[Collected data entries]
○ ○ ○ ○ ○
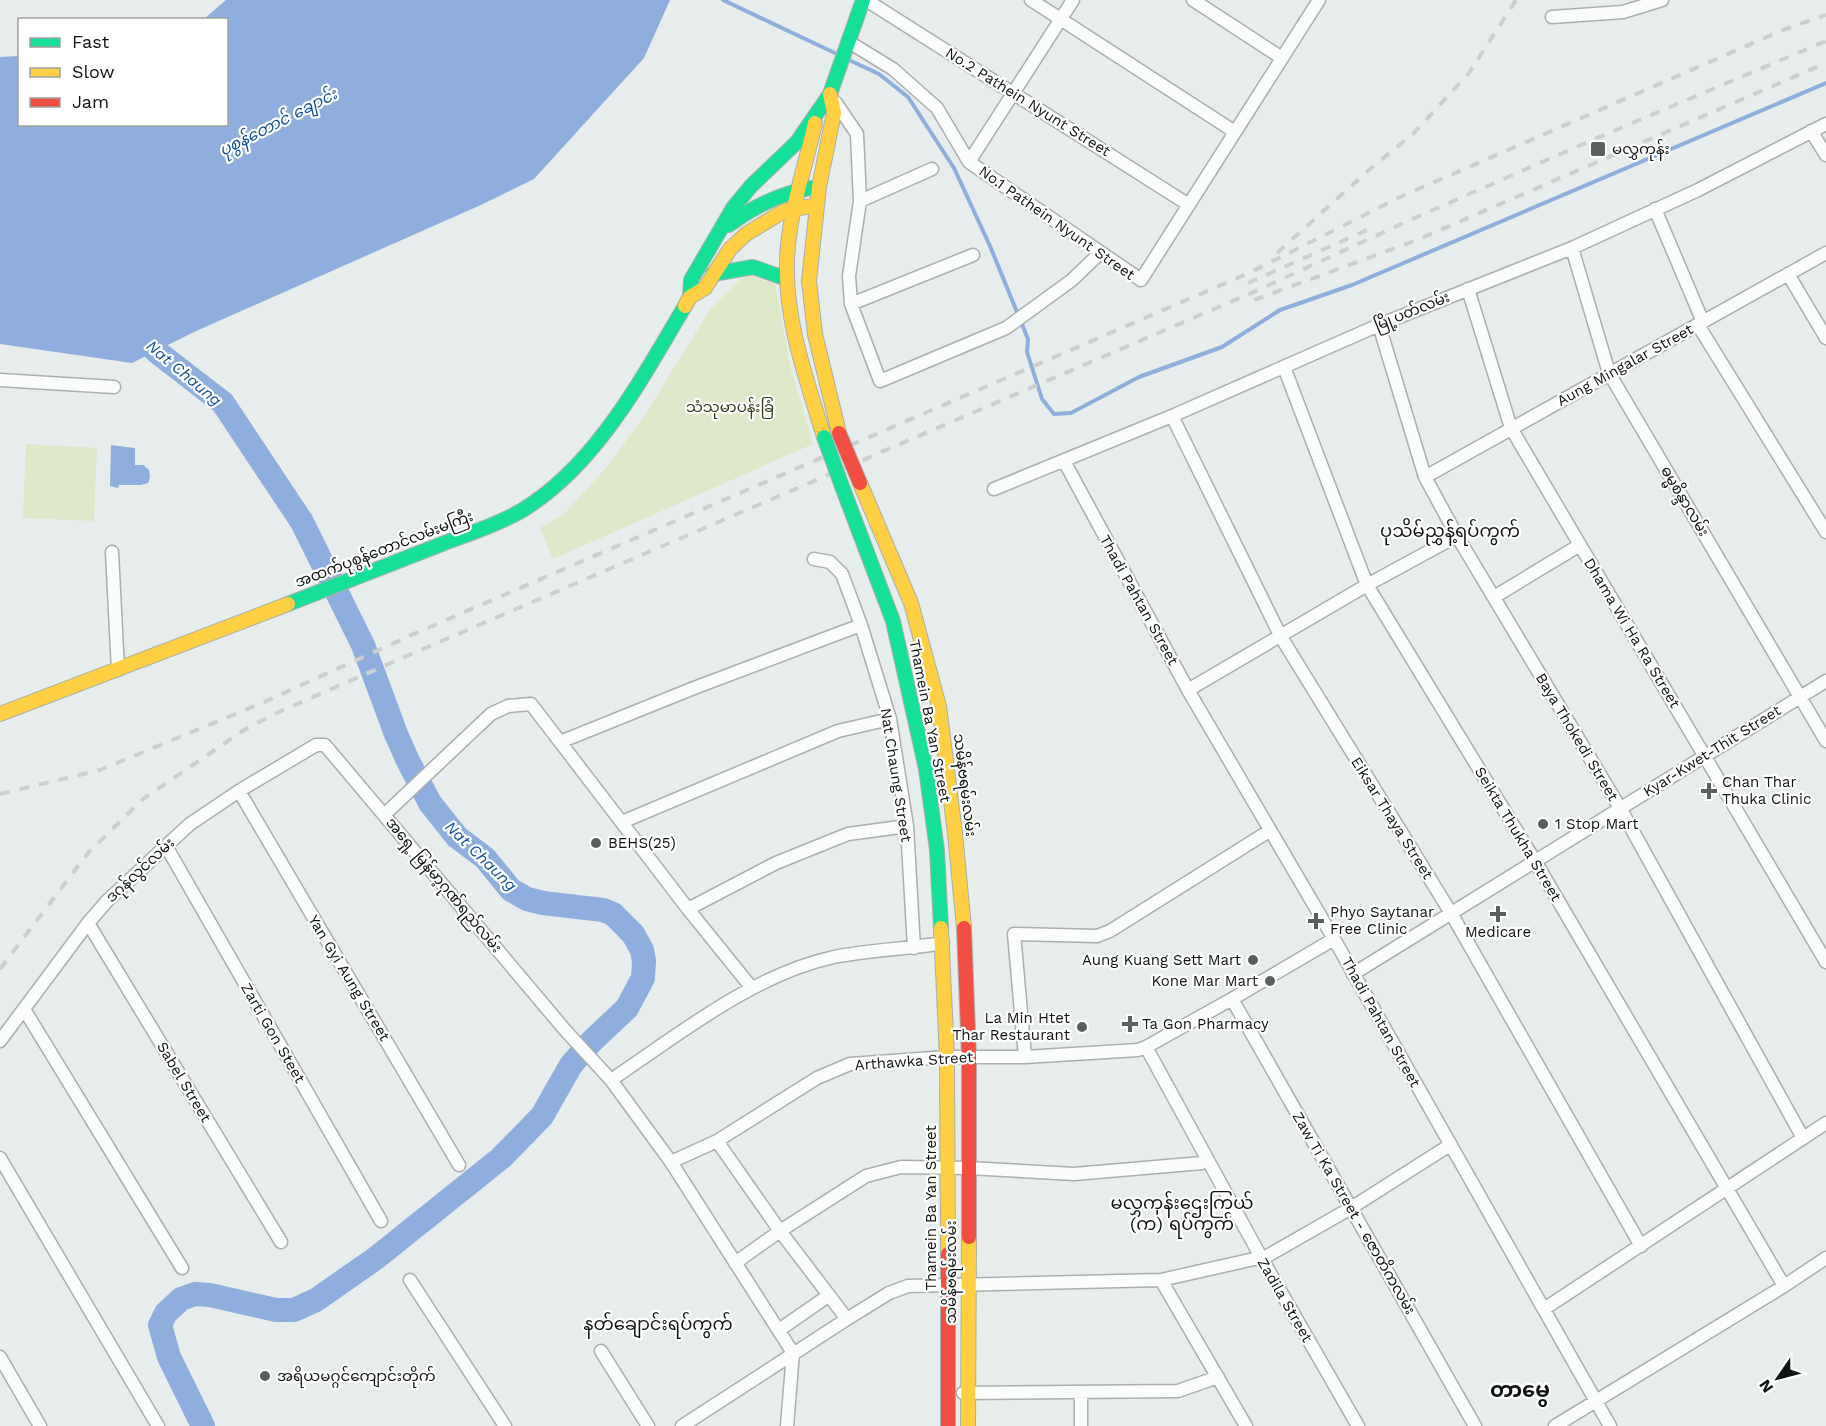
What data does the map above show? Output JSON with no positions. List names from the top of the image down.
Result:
{
  "streets": {
    "main road": ["အထက်ပုစွန်တောင်လမ်းမကြီး", "Thamein Ba Yan Street", "သမိန်ဗရမ်းလမ်း"],
    "street": [
      "No.2 Pathein Nyunt Street",
      "No.1 Pathein Nyunt Street",
      "မြို့ပတ်လမ်း",
      "Aung Mingalar Street",
      "ဓမ္မစိန္ဒာလမ်း",
      "Thadi Pahtan Street",
      "Dhama Wi Ha Ra Street",
      "Baya Thokedi Street",
      "Kyar-Kwet-Thit Street",
      "Nat Chaung Street",
      "Eiksar Thaya Street",
      "Seikta Thukha Street",
      "ဒဂုန်လွင်လမ်း",
      "အရှေ့ မြန်မာ့ဂုဏ်ရည်လမ်း",
      "Yan Gyi Aung Street",
      "Zarti Gon Steet",
      "Arthawka Street",
      "Sabel Street",
      "Zaw Ti Ka Street - ဇောတိကလမ်း",
      "Zadila Street"
    ]
  },
  "crossings": [
    ["No.2 Pathein Nyunt Street", "No.1 Pathein Nyunt Street"],
    ["မြို့ပတ်လမ်း", "ဓမ္မစိန္ဒာလမ်း"],
    ["မြို့ပတ်လမ်း", "Thadi Pahtan Street"],
    ["မြို့ပတ်လမ်း", "Dhama Wi Ha Ra Street"],
    ["မြို့ပတ်လမ်း", "Baya Thokedi Street"],
    ["မြို့ပတ်လမ်း", "Eiksar Thaya Street"],
    ["မြို့ပတ်လမ်း", "Seikta Thukha Street"],
    ["Aung Mingalar Street", "ဓမ္မစိန္ဒာလမ်း"],
    ["Aung Mingalar Street", "Dhama Wi Ha Ra Street"],
    ["Aung Mingalar Street", "Baya Thokedi Street"],
    ["ဓမ္မစိန္ဒာလမ်း", "Kyar-Kwet-Thit Street"],
    ["အထက်ပုစွန်တောင်လမ်းမကြီး", "Thamein Ba Yan Street"],
    ["အထက်ပုစွန်တောင်လမ်းမကြီး", "သမိန်ဗရမ်းလမ်း"],
    ["Thadi Pahtan Street", "Kyar-Kwet-Thit Street"],
    ["Dhama Wi Ha Ra Street", "Kyar-Kwet-Thit Street"],
    ["Thamein Ba Yan Street", "Arthawka Street"],
    ["Baya Thokedi Street", "Kyar-Kwet-Thit Street"],
    ["Kyar-Kwet-Thit Street", "Eiksar Thaya Street"],
    ["Kyar-Kwet-Thit Street", "Seikta Thukha Street"],
    ["သမိန်ဗရမ်းလမ်း", "Arthawka Street"],
    ["ဒဂုန်လွင်လမ်း", "အရှေ့ မြန်မာ့ဂုဏ်ရည်လမ်း"],
    ["ဒဂုန်လွင်လမ်း", "Yan Gyi Aung Street"],
    ["ဒဂုန်လွင်လမ်း", "Zarti Gon Steet"],
    ["ဒဂုန်လွင်လမ်း", "Sabel Street"],
    ["အရှေ့ မြန်မာ့ဂုဏ်ရည်လမ်း", "Arthawka Street"],
    ["Arthawka Street", "Zadila Street"]
  ],
  "districts": [
    "ပုသိမ်ညွှန့်ရပ်ကွက်",
    "မလွှကုန်းဌေးကြွယ် (က) ရပ်ကွက်",
    "နတ်ချောင်းရပ်ကွက်",
    "တာမွေ"
  ],
  "water": ["ပုစွန်တောင် ချောင်း", "Nat Chaung"],
  "parks": ["သံသုမာပန်းခြံ"],
  "places": {
    "transit": ["မလွှကုန်း"],
    "health": [
      "Chan Thar Thuka Clinic",
      "Medicare",
      "Phyo Saytanar Free Clinic",
      "Ta Gon Pharmacy"
    ],
    "other": [
      "1 Stop Mart",
      "BEHS(25)",
      "Aung Kuang Sett Mart",
      "Kone Mar Mart",
      "La Min Htet Thar Restaurant",
      "အရိယမဂ္ဂင်ကျောင်းတိုက်"
    ]
  },
  "legend": ["Fast", "Slow", "Jam"],
  "north": "bottom left"
}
○ ○ ○ ○ ○
Pictures are to be left out; all else in the entries above is to be quoted exactly.

■ **SOLVED PROBLEM**:
What data does the map above show? Output JSON with no positions. List names from the top of the image down.
Result:
{
  "streets": {
    "main road": ["အထက်ပုစွန်တောင်လမ်းမကြီး", "Thamein Ba Yan Street", "သမိန်ဗရမ်းလမ်း"],
    "street": [
      "No.2 Pathein Nyunt Street",
      "No.1 Pathein Nyunt Street",
      "မြို့ပတ်လမ်း",
      "Aung Mingalar Street",
      "ဓမ္မစိန္ဒာလမ်း",
      "Thadi Pahtan Street",
      "Dhama Wi Ha Ra Street",
      "Baya Thokedi Street",
      "Kyar-Kwet-Thit Street",
      "Nat Chaung Street",
      "Eiksar Thaya Street",
      "Seikta Thukha Street",
      "ဒဂုန်လွင်လမ်း",
      "အရှေ့ မြန်မာ့ဂုဏ်ရည်လမ်း",
      "Yan Gyi Aung Street",
      "Zarti Gon Steet",
      "Arthawka Street",
      "Sabel Street",
      "Zaw Ti Ka Street - ဇောတိကလမ်း",
      "Zadila Street"
    ]
  },
  "crossings": [
    ["No.2 Pathein Nyunt Street", "No.1 Pathein Nyunt Street"],
    ["မြို့ပတ်လမ်း", "ဓမ္မစိန္ဒာလမ်း"],
    ["မြို့ပတ်လမ်း", "Thadi Pahtan Street"],
    ["မြို့ပတ်လမ်း", "Dhama Wi Ha Ra Street"],
    ["မြို့ပတ်လမ်း", "Baya Thokedi Street"],
    ["မြို့ပတ်လမ်း", "Eiksar Thaya Street"],
    ["မြို့ပတ်လမ်း", "Seikta Thukha Street"],
    ["Aung Mingalar Street", "ဓမ္မစိန္ဒာလမ်း"],
    ["Aung Mingalar Street", "Dhama Wi Ha Ra Street"],
    ["Aung Mingalar Street", "Baya Thokedi Street"],
    ["ဓမ္မစိန္ဒာလမ်း", "Kyar-Kwet-Thit Street"],
    ["အထက်ပုစွန်တောင်လမ်းမကြီး", "Thamein Ba Yan Street"],
    ["အထက်ပုစွန်တောင်လမ်းမကြီး", "သမိန်ဗရမ်းလမ်း"],
    ["Thadi Pahtan Street", "Kyar-Kwet-Thit Street"],
    ["Dhama Wi Ha Ra Street", "Kyar-Kwet-Thit Street"],
    ["Thamein Ba Yan Street", "Arthawka Street"],
    ["Baya Thokedi Street", "Kyar-Kwet-Thit Street"],
    ["Kyar-Kwet-Thit Street", "Eiksar Thaya Street"],
    ["Kyar-Kwet-Thit Street", "Seikta Thukha Street"],
    ["သမိန်ဗရမ်းလမ်း", "Arthawka Street"],
    ["ဒဂုန်လွင်လမ်း", "အရှေ့ မြန်မာ့ဂုဏ်ရည်လမ်း"],
    ["ဒဂုန်လွင်လမ်း", "Yan Gyi Aung Street"],
    ["ဒဂုန်လွင်လမ်း", "Zarti Gon Steet"],
    ["ဒဂုန်လွင်လမ်း", "Sabel Street"],
    ["အရှေ့ မြန်မာ့ဂုဏ်ရည်လမ်း", "Arthawka Street"],
    ["Arthawka Street", "Zadila Street"]
  ],
  "districts": [
    "ပုသိမ်ညွှန့်ရပ်ကွက်",
    "မလွှကုန်းဌေးကြွယ် (က) ရပ်ကွက်",
    "နတ်ချောင်းရပ်ကွက်",
    "တာမွေ"
  ],
  "water": ["ပုစွန်တောင် ချောင်း", "Nat Chaung"],
  "parks": ["သံသုမာပန်းခြံ"],
  "places": {
    "transit": ["မလွှကုန်း"],
    "health": [
      "Chan Thar Thuka Clinic",
      "Medicare",
      "Phyo Saytanar Free Clinic",
      "Ta Gon Pharmacy"
    ],
    "other": [
      "1 Stop Mart",
      "BEHS(25)",
      "Aung Kuang Sett Mart",
      "Kone Mar Mart",
      "La Min Htet Thar Restaurant",
      "အရိယမဂ္ဂင်ကျောင်းတိုက်"
    ]
  },
  "legend": ["Fast", "Slow", "Jam"],
  "north": "bottom left"
}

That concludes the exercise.